Items from a dataset
-.-.-

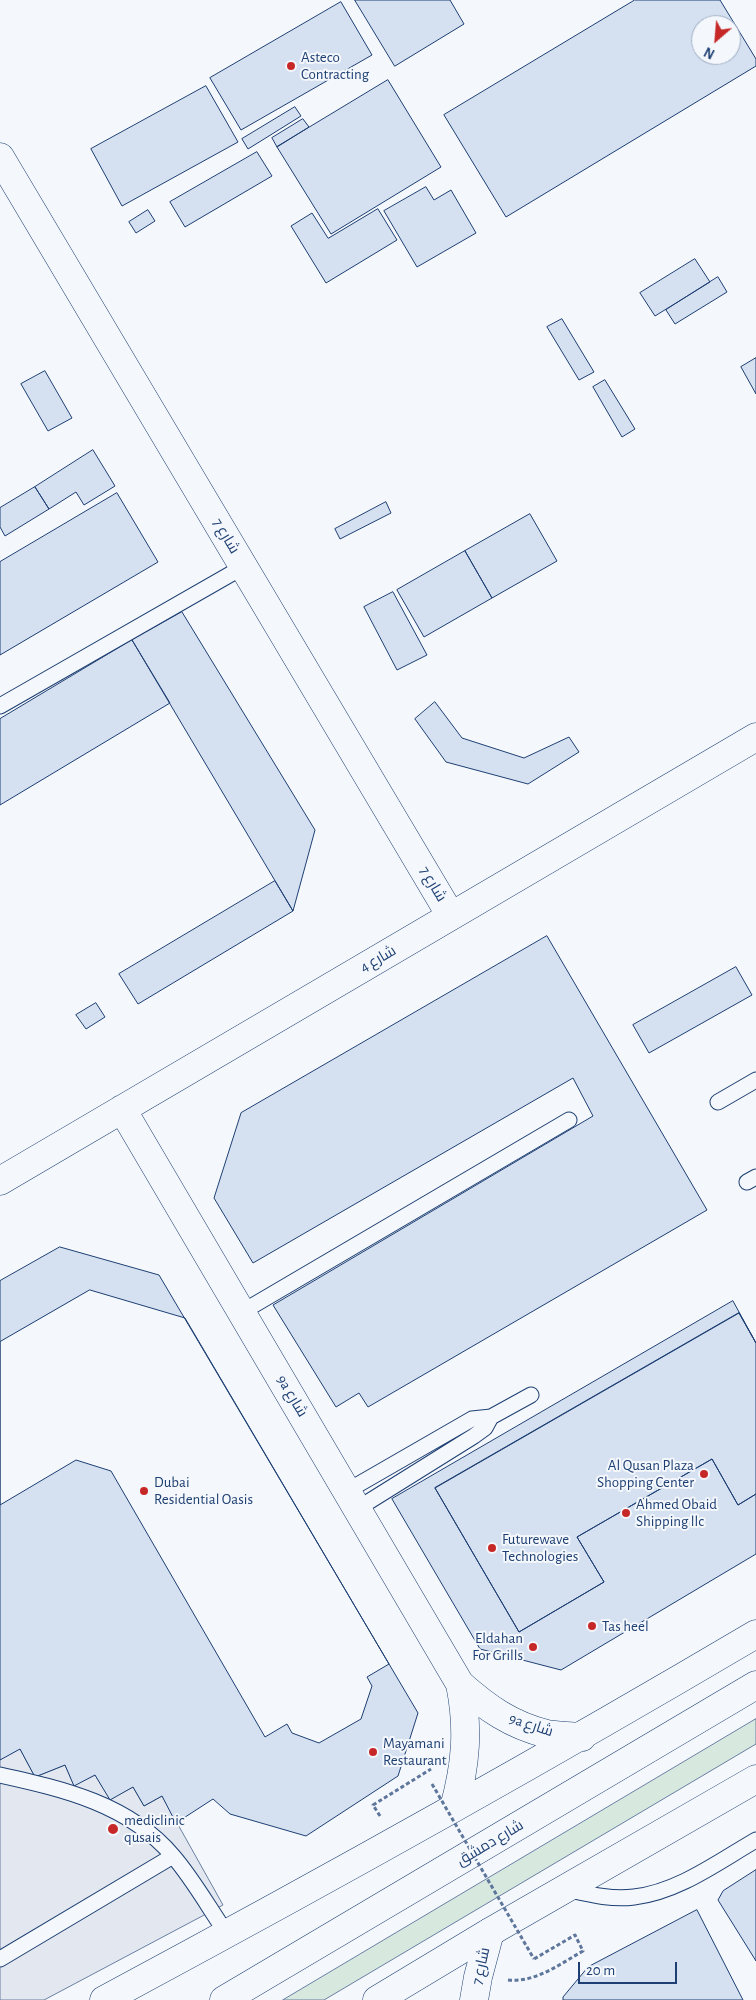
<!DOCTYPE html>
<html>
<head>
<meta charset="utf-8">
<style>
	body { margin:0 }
	#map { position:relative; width:756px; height:2000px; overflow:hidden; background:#f4f7fb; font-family:"Alegreya Sans",sans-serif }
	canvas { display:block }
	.north { position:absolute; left:691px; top:15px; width:50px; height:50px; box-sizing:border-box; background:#f4f7fb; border:1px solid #9eadc5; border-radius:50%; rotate:207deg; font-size:14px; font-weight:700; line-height:20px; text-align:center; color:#1d3f73 }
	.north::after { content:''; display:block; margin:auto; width:18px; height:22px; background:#c62828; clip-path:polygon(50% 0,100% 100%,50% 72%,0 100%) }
	.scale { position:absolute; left:578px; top:1962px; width:99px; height:22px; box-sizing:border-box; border:2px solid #1d3f73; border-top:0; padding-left:6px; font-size:15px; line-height:18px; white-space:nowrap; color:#1d3f73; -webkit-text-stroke:4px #f4f7fb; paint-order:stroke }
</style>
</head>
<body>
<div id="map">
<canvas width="756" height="2000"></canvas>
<div class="north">N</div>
<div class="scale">20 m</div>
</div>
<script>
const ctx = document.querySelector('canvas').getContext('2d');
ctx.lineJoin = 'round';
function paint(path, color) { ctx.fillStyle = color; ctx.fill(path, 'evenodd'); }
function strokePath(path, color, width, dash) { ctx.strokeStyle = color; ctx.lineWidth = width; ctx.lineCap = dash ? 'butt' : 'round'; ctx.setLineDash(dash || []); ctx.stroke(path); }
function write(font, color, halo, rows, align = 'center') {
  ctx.font = font + ' "Alegreya Sans",Cairo,sans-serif'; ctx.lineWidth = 4; ctx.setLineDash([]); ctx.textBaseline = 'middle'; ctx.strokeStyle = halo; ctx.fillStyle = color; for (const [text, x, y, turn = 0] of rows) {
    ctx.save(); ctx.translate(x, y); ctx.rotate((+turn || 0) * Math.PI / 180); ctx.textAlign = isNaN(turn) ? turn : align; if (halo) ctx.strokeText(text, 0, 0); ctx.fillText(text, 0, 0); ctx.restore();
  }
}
const green = new Path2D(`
	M756,1719V1744L324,2000H283Z`);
paint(green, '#d7e8df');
strokePath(green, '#687fa3', 1);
const parking = new Path2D(`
	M20,1749L35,1777L65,1765L74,1785L95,1775L110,1799L133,1787L144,1806L162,1796L223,1905L44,2000H0V1760Z`);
paint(parking, '#e3e8f0');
strokePath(parking, '#687fa3', 1);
const building = new Path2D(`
	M355,0H450L464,24L395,66Z
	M635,0H720L756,59V66L506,217L444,115ZM701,25H731V55H701Z
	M341,2L372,55L241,130L210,78Z
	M388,80L441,167L331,234L277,147Z
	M206,86L238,142L122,206L91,149Z
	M295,107L301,116L248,149L242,139Z
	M303,119L309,127L277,147L272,138Z
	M257,152L272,176L185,227L170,202Z
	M426,187L434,200L451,190L476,233L417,267L384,211Z
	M378,209L397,240L326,283L291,226L312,213L328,238Z
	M148,210L155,221L136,233L129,222Z
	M695,259L710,282L655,316L640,293Z
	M718,277L727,292L675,324L666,310Z
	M562,319L594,372L579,380L547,327Z
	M756,358V394L741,367Z
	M45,371L72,418L48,431L21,384Z
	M605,380L635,429L622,437L593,387Z
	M93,450L115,486L84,505L76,492L49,509L35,487Z
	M35,487L49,509L5,536L0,527V508Z
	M117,493L158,562L0,655V562Z
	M386,502L391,513L340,539L335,529Z
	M530,514L557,561L492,598L465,551Z
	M465,551L492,598L424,637L397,590Z
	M393,592L427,655L397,670L364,607Z
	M182,612L315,830L293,911L132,640Z
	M132,640L170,703L0,805V719Z
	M435,702L462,738L524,758L569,737L579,752L528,784L446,762L415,719Z
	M275,881L293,911L138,1004L119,974Z
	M547,936L707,1210L368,1407L359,1393L336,1407L273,1305L593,1116L573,1078L253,1263L214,1198L241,1113Z
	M736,967L752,995L649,1053L633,1025Z
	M96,1003L105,1017L86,1029L76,1015Z
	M60,1247L159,1275L418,1713L398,1776L306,1836L230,1814L213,1799L176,1823L162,1796L144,1806L133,1787L110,1800L95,1775L74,1786L65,1765L35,1777L20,1749L0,1760V1281Z
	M90,1290L185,1318L389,1664L367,1677L372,1686L361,1719L319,1743L292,1733L287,1724L265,1737L111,1471L76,1460L0,1505V1342Z
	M733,1301L756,1343L739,1313L435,1488L519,1632L604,1582L577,1537L712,1459L738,1505L756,1494V1554L561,1670L480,1649L392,1499Z
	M739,1313L756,1343V1494L738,1505L712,1459L577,1537L604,1582L519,1632L435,1488Z
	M756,1870V1961L718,1900L723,1891Z
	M697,1910L743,2000H563V1997L588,1967Z`);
paint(building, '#d5e0f0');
strokePath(building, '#1d3f73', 1);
const service = new Path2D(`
	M0,706L243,567
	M718,1102L756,1080
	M747,1182L756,1177
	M242,1312L569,1120
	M347,1491L472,1419L491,1417
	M357,1509L474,1436L485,1428L491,1417L531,1395
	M0,1775C63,1789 129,1804 173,1856C193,1879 209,1908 227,1934
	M565,1889C588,1894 611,1900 634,1897C678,1892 718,1862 756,1840
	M0,1959L173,1856`);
const minor = new Path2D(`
	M0,157L451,916
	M122,1109L460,1684C487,1708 511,1725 547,1734C558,1736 571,1736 582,1737
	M0,1181L756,737
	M454,1808C466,1764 469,1729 460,1684
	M104,2000C324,1882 541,1761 756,1634
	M474,2000L478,1977L490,1932`);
const primary = new Path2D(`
	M224,2000L756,1685
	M377,2000L490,1932L756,1779`);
strokePath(service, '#1d3f73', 17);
strokePath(minor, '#1d3f73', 29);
strokePath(primary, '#1d3f73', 29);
strokePath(new Path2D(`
	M380,1816L373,1805L431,1769
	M508,1980C535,1983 560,1964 583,1951L575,1935L534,1959`), '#5e769c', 3, [4, 2.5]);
strokePath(service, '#f4f7fb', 15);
strokePath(minor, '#f4f7fb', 28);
strokePath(primary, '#f4f7fb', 28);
strokePath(new Path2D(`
	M432,1784L534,1959`), '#5e769c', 3, [4, 2.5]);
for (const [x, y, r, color] of [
	[291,66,5,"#c62828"],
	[704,1474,5,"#c62828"],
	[144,1491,5,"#c62828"],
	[626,1513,5,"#c62828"],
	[492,1548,5,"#c62828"],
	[592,1626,5,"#c62828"],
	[533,1647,5,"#c62828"],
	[373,1752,5,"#c62828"],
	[113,1829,6,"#c62828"]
]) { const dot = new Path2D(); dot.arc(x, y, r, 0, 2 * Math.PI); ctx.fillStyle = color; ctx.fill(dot); strokePath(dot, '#f4f7fb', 2); }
write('15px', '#1d3f73', '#f4f7fb', [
	["Asteco",301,57],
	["Contracting",301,74],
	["Al Qusan Plaza",694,1465,"right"],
	["Shopping Center",694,1482,"right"],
	["Dubai",154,1482],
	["Residential Oasis",154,1499],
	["Ahmed Obaid",636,1504],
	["Shipping llc",636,1521],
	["Futurewave",502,1539],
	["Technologies",502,1556],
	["Tas heel",602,1626],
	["Eldahan",523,1638,"right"],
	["For Grills",523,1655,"right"],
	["Mayamani",383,1743],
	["Restaurant",383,1760],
	["mediclinic",124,1820],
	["qusais",124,1837]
], 'left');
write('15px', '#1d3f73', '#f4f7fb', [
	["شارع 7",226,536,59],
	["شارع 7",433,884,59],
	["شارع 4",378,959,-30],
	["9a شارع",292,1396,59],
	["9a شارع",531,1725,18],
	["شارع دمشق",490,1843,-31],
	["شارع 7",481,1966,-77]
]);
</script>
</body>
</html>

-.-.-

* [INSTRUCTIONS FOR THE TASK] Your answer must be the lines above from the one containing "content:''; display:block; margin:auto;" to the one containing "function paint(path, color)", both included, restated word for word.

* [SOLVED EXERCISE]
	.north::after { content:''; display:block; margin:auto; width:18px; height:22px; background:#c62828; clip-path:polygon(50% 0,100% 100%,50% 72%,0 100%) }
	.scale { position:absolute; left:578px; top:1962px; width:99px; height:22px; box-sizing:border-box; border:2px solid #1d3f73; border-top:0; padding-left:6px; font-size:15px; line-height:18px; white-space:nowrap; color:#1d3f73; -webkit-text-stroke:4px #f4f7fb; paint-order:stroke }
</style>
</head>
<body>
<div id="map">
<canvas width="756" height="2000"></canvas>
<div class="north">N</div>
<div class="scale">20 m</div>
</div>
<script>
const ctx = document.querySelector('canvas').getContext('2d');
ctx.lineJoin = 'round';
function paint(path, color) { ctx.fillStyle = color; ctx.fill(path, 'evenodd'); }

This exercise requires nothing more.